» TASK PROMPT
If a line in the records below contains "الثقافة", copy that line.

'''

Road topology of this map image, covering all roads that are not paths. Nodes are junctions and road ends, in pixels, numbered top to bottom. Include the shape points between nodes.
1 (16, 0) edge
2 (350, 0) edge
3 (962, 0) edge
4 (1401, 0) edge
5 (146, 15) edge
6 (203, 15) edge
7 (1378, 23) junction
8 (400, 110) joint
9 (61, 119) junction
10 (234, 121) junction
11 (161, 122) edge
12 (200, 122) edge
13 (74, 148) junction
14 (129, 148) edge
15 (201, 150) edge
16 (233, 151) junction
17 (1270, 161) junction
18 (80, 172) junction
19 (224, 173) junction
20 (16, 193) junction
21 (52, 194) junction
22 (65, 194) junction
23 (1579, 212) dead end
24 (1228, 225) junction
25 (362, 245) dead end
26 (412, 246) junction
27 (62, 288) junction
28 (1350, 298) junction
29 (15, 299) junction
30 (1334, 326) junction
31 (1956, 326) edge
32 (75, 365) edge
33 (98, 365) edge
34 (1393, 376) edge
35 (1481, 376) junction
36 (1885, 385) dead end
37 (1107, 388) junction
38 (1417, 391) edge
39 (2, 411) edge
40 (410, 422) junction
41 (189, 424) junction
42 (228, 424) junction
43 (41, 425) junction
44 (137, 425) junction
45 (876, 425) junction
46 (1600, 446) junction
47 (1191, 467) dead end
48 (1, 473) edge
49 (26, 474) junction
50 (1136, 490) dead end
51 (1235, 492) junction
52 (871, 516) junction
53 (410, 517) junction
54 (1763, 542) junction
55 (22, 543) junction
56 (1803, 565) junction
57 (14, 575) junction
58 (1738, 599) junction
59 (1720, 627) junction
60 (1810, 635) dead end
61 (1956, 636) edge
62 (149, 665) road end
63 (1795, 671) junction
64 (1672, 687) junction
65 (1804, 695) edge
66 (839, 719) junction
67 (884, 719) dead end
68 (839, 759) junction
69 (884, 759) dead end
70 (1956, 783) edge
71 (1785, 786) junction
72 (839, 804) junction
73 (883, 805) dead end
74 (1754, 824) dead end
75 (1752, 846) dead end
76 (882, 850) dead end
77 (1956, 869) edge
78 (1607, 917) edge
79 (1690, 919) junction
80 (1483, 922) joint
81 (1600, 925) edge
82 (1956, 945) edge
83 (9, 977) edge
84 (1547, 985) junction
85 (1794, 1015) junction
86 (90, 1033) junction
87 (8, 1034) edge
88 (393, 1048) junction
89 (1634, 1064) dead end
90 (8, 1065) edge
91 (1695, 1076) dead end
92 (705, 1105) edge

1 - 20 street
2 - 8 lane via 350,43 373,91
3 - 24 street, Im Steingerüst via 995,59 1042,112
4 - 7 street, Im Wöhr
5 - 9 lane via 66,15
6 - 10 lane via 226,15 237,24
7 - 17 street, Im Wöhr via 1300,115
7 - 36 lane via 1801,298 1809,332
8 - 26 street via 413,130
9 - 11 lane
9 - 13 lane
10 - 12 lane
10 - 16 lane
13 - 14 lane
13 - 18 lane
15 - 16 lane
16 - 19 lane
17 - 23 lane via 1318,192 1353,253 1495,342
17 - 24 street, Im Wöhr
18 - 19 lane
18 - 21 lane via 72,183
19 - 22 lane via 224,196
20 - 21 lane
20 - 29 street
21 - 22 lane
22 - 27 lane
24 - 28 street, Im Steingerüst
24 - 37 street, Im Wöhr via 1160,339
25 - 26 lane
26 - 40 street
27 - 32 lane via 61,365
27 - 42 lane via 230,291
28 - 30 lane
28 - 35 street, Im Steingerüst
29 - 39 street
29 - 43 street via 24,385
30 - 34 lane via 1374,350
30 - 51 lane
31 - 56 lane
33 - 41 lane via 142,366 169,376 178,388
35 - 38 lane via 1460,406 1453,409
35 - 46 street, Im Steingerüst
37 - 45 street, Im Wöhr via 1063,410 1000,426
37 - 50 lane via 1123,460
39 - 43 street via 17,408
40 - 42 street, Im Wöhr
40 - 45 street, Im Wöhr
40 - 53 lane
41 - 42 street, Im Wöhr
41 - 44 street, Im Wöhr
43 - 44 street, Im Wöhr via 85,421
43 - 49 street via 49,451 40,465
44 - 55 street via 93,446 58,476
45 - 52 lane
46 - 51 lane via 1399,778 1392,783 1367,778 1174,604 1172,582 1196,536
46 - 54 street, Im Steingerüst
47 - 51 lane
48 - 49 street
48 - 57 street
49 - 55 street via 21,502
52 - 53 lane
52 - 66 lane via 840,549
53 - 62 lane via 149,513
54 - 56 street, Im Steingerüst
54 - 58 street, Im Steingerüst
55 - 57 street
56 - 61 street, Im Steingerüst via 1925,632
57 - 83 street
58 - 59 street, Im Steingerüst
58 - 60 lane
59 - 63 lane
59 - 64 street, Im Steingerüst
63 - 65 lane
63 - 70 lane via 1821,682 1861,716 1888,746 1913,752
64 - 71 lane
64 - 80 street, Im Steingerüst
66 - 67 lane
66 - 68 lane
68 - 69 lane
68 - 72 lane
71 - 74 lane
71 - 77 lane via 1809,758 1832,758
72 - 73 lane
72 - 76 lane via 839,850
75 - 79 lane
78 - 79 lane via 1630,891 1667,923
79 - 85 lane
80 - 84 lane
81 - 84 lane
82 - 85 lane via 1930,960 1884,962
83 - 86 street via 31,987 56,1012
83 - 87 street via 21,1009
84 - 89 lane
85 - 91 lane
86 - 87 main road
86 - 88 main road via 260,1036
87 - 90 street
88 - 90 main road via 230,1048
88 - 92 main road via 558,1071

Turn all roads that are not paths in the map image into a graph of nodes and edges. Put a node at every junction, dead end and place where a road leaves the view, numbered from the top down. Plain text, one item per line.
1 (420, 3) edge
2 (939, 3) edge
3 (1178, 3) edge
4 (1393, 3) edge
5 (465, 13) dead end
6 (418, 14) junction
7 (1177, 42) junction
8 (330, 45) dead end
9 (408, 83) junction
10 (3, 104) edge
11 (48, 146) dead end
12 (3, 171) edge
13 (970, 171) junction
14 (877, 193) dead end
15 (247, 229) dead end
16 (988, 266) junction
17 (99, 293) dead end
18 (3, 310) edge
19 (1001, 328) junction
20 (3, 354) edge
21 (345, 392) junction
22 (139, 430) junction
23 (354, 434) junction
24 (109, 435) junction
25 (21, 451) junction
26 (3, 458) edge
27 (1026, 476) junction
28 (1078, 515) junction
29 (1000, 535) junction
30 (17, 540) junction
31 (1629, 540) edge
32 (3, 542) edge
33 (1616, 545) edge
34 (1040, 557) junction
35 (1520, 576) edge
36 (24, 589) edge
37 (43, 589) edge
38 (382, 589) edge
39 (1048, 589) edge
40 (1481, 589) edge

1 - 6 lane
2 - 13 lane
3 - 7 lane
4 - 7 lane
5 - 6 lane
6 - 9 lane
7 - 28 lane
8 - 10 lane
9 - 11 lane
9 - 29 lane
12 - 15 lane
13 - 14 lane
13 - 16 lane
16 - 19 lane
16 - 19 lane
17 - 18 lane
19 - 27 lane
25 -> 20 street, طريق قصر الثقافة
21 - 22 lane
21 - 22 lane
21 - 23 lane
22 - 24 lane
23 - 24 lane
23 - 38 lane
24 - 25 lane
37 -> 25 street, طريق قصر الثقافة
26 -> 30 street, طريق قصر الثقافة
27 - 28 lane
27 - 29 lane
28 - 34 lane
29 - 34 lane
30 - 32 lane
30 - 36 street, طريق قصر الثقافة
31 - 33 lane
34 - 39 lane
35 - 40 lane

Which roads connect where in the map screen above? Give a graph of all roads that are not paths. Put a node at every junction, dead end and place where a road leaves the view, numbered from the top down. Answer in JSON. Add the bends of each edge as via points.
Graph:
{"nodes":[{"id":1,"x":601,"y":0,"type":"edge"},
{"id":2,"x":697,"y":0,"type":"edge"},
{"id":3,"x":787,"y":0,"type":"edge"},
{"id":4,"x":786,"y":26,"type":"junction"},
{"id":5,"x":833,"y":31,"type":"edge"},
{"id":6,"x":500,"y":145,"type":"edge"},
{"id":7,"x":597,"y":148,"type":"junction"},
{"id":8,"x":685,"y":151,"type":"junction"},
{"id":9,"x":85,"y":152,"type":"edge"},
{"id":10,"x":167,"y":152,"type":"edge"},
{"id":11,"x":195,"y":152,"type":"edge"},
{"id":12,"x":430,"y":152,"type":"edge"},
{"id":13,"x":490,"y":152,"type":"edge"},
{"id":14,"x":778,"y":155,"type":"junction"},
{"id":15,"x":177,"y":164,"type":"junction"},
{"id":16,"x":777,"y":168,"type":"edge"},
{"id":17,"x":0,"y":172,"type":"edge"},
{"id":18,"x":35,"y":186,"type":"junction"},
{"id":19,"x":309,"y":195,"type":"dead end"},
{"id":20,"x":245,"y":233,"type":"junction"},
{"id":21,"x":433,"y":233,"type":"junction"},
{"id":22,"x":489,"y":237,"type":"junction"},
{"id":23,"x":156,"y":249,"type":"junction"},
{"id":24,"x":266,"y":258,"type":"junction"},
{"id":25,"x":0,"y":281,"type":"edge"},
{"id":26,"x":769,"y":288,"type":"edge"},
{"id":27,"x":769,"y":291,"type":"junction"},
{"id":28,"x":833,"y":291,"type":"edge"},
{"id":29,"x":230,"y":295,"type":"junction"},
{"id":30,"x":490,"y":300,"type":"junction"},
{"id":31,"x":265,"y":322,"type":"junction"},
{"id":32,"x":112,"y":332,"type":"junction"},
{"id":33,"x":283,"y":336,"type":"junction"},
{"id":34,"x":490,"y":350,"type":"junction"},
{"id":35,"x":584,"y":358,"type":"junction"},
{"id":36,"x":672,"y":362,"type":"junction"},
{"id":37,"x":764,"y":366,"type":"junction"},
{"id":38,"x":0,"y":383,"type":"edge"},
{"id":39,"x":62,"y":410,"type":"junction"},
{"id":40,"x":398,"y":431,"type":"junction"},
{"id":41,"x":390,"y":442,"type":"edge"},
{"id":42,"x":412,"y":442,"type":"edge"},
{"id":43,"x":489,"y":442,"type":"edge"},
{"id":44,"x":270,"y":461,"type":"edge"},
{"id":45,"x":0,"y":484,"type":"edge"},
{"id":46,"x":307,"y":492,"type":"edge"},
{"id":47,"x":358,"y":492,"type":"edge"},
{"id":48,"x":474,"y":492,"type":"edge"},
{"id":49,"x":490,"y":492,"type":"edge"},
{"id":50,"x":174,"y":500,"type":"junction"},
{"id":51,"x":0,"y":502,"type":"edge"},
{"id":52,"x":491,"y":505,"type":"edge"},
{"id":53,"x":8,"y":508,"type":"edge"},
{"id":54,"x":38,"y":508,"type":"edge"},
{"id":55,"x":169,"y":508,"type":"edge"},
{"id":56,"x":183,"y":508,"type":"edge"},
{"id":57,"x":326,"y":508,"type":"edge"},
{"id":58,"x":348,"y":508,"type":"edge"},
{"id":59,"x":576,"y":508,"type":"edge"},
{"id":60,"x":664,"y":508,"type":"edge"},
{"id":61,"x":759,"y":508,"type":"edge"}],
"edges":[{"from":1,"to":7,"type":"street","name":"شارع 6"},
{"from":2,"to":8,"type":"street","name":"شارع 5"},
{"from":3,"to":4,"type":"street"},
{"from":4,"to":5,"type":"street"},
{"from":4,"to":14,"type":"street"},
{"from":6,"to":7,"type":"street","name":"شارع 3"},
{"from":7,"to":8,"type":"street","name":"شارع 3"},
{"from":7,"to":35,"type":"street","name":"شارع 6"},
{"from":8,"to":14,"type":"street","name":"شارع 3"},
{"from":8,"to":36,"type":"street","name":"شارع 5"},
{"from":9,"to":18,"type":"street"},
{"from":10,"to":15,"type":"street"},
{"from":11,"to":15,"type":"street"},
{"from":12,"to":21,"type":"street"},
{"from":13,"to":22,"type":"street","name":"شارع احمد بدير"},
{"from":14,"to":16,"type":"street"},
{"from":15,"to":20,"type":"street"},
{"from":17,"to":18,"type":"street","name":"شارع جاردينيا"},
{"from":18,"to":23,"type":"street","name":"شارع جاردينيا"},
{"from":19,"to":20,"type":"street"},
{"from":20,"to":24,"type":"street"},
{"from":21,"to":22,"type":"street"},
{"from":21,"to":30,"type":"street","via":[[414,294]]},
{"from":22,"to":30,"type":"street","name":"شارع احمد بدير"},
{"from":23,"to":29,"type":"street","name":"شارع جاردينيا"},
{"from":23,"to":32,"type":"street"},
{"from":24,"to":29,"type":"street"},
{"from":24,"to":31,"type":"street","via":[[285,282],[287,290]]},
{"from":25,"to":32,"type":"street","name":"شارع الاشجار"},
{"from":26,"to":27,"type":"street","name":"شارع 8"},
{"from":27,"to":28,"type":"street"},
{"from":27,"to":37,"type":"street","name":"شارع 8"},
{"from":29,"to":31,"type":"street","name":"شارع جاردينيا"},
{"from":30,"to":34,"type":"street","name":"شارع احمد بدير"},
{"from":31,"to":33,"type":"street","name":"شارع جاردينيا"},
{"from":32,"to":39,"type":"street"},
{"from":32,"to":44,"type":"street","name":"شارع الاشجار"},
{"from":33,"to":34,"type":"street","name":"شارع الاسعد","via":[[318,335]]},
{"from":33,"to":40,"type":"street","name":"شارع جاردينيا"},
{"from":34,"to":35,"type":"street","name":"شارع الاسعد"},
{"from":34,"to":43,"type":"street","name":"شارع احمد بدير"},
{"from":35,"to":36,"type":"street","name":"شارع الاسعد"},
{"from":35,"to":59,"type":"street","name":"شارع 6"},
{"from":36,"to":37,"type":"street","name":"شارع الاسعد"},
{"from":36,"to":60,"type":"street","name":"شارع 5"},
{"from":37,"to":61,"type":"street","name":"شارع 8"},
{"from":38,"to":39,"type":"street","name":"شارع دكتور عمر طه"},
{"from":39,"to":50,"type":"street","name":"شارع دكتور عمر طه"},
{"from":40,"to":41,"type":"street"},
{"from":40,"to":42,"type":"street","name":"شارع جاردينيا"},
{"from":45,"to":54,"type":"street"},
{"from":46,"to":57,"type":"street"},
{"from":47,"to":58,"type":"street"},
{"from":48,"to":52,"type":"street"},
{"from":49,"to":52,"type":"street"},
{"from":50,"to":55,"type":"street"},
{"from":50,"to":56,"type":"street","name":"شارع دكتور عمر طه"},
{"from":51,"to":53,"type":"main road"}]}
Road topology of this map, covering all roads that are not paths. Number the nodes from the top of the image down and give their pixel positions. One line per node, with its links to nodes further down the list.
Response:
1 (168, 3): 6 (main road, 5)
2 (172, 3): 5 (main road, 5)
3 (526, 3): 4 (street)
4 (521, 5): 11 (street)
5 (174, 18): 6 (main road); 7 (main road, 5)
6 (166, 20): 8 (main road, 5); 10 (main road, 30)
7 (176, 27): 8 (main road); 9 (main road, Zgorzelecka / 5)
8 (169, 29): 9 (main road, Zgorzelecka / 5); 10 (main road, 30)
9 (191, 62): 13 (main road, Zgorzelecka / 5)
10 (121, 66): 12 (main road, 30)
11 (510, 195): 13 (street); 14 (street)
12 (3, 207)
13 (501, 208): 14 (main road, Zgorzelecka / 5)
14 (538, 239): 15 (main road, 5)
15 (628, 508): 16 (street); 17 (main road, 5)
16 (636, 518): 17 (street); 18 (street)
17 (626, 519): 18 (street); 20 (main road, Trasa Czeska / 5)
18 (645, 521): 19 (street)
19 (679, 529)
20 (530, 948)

'''

» SOLUTION TO THIS EXERCISE
25 -> 20 street, طريق قصر الثقافة
37 -> 25 street, طريق قصر الثقافة
26 -> 30 street, طريق قصر الثقافة
30 - 36 street, طريق قصر الثقافة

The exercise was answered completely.